Os detratores do boxe parecem se esquecer da sensibilidade
de Muhammad Ali, seu principal expoente. Uma boa oportunidade
de se checar toda a personalidade contraditória de Ali
é o documentário Quando éramos reis, que chegou
a ganhar o Oscar.
A fita mostra a reação do mundo e especialmente do Zaire,
cenário da luta quando Ali e George Foreman se enfrentaram
na disputa pelo título mundial em 1974.
Multidões voltaram sua atenção para o centro da África.
O combate ganhou todas as manchetes dos jornais e foi
o assunto dos bares, das ruas, das escolas e das favelas.
O planeta Terra respirou boxe.
No ringue, a questão não era quem iria massacrar quem.
O boxe, como qualquer outro esporte, tem regras, táticas
e estratégias e um árbitro, entre os dois pugilistas,
que também deve zelar pela saúde de todos.
É por isso que o boxe não pode ser considerado um massacre.
Um lutador profissional treina muitas semanas, às vezes
meses a fio sem descanso, para encarar um rival igualmente
preparado.
Foi o que aconteceu no Zaire, em 74. Reveja as cenas
do documentário.

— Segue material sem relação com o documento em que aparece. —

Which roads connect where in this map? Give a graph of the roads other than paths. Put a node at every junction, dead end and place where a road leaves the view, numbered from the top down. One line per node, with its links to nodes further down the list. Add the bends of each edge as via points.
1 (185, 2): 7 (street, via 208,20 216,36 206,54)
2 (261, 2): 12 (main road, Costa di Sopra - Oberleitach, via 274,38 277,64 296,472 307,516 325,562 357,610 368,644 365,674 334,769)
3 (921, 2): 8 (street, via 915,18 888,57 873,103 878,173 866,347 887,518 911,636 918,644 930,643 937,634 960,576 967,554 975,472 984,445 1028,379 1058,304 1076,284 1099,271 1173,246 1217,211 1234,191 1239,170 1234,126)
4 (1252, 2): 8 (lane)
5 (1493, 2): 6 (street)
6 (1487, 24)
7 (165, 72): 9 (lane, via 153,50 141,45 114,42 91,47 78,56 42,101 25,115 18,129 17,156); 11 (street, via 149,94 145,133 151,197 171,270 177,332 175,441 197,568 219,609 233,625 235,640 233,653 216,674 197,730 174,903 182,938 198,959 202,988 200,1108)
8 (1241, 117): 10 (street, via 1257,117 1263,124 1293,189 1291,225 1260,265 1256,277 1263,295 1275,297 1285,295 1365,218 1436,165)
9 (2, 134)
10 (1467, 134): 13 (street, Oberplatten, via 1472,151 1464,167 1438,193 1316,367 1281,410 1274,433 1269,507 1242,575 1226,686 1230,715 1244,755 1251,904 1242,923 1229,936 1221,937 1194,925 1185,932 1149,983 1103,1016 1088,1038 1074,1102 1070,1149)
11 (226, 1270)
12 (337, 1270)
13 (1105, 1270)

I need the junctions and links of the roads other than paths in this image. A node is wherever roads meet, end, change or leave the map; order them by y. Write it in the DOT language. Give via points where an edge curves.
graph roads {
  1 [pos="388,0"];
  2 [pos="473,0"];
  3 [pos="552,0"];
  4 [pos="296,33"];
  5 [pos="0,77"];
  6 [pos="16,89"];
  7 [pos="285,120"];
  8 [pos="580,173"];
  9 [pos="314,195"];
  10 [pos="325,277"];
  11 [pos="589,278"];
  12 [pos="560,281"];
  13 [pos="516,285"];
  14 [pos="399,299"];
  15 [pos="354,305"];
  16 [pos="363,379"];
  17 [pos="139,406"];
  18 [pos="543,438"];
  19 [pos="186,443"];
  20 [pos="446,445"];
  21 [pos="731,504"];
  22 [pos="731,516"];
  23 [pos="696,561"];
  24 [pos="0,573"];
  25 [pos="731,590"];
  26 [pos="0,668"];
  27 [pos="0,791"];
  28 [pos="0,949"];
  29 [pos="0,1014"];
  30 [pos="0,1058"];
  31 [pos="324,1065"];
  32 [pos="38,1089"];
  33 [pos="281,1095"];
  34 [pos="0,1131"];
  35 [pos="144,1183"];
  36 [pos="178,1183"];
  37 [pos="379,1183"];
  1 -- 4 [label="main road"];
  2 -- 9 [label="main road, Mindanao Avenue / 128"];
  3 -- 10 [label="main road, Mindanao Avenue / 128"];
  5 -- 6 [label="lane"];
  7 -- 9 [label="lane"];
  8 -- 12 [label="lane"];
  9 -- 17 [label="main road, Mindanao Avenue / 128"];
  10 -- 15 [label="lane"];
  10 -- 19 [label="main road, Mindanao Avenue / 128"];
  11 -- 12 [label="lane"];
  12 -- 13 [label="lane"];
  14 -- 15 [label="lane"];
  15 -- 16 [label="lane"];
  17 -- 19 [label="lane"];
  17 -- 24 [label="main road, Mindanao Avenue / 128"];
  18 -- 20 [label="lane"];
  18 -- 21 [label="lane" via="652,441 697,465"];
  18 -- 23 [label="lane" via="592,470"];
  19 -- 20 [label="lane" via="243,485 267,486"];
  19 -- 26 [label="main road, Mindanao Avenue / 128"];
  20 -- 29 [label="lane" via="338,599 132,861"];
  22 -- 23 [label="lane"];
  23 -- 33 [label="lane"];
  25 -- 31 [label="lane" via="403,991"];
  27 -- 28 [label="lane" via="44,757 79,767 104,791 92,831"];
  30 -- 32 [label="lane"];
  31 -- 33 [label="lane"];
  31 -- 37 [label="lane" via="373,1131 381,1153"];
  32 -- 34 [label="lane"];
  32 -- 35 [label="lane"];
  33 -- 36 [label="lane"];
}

Tenha uma mostra, bastante reduzida,
de todo o trabalho que antecede o combate. Suor, lágrimas
e sangue, é claro. É uma modalidade genuinamente de
contato físico (que é, por sinal, o que determina o
vencedor).
Mesmo assim, a campanha contra o boxe prossegue. E o
principal aspecto nunca é tocado: o da responsabilidade
de treinadores pouco capazes que jogam seus pupilos
na fogueira. É nessa situação que acontecem as grandes
tragédias. Percorra as páginas desse caderno e tente
descobrir se algum lutador importante ou bem assessorado
do boxe mundial teve problemas durante suas lutas. Os
registros são pífios, quase bissextos.
Os dramas acontecem sempre com gente mal-preparada que,
por um infortúnio qualquer ou falta de escrúpulo de
quem acompanha sua carreira, acaba cruzando o caminho
de uma lutador muito mais qualificado. A culpa é do
boxe ou dos métodos utilizados pelas pessoas que nele
trabalham?
No Brasil, felizmente o esporte não fez vítimas recentes.
Ao contrário: nos últimos anos, assistimos ao preocupante
surgimento de Acelino Freitas, tornado Popó pela mídia
louca por um novo ídolo que seja um bom campeão de audiência
e, conseqüentemente, um bom vendedor de produtos.
Popó é bom de briga e tem boa técnica, mas pode se tornar
uma vítima da falta de planejamento na carreira. Por
enquanto, enfrentou rivais de qualidade duvidosa e corre
o risco de trilhar o mesmo caminho percorrido por Maguila
- que se converteu numa piada quando decidiu enfrentar
os grandes do boxe mundial e deu com a cara no chão.
Eder Jofre, ao contrário, é tudo aquilo que a gente
sempre quis: um campeão de verdade. Talvez o boxe, em
nosso país, esteja mesmo precisando de outros Jofres
para aplacar a fúria daqueles que, sem ter para quem
torcer, torcem o nariz para uma das modalidades mais
técnicas e plásticas que o homem ousou criar.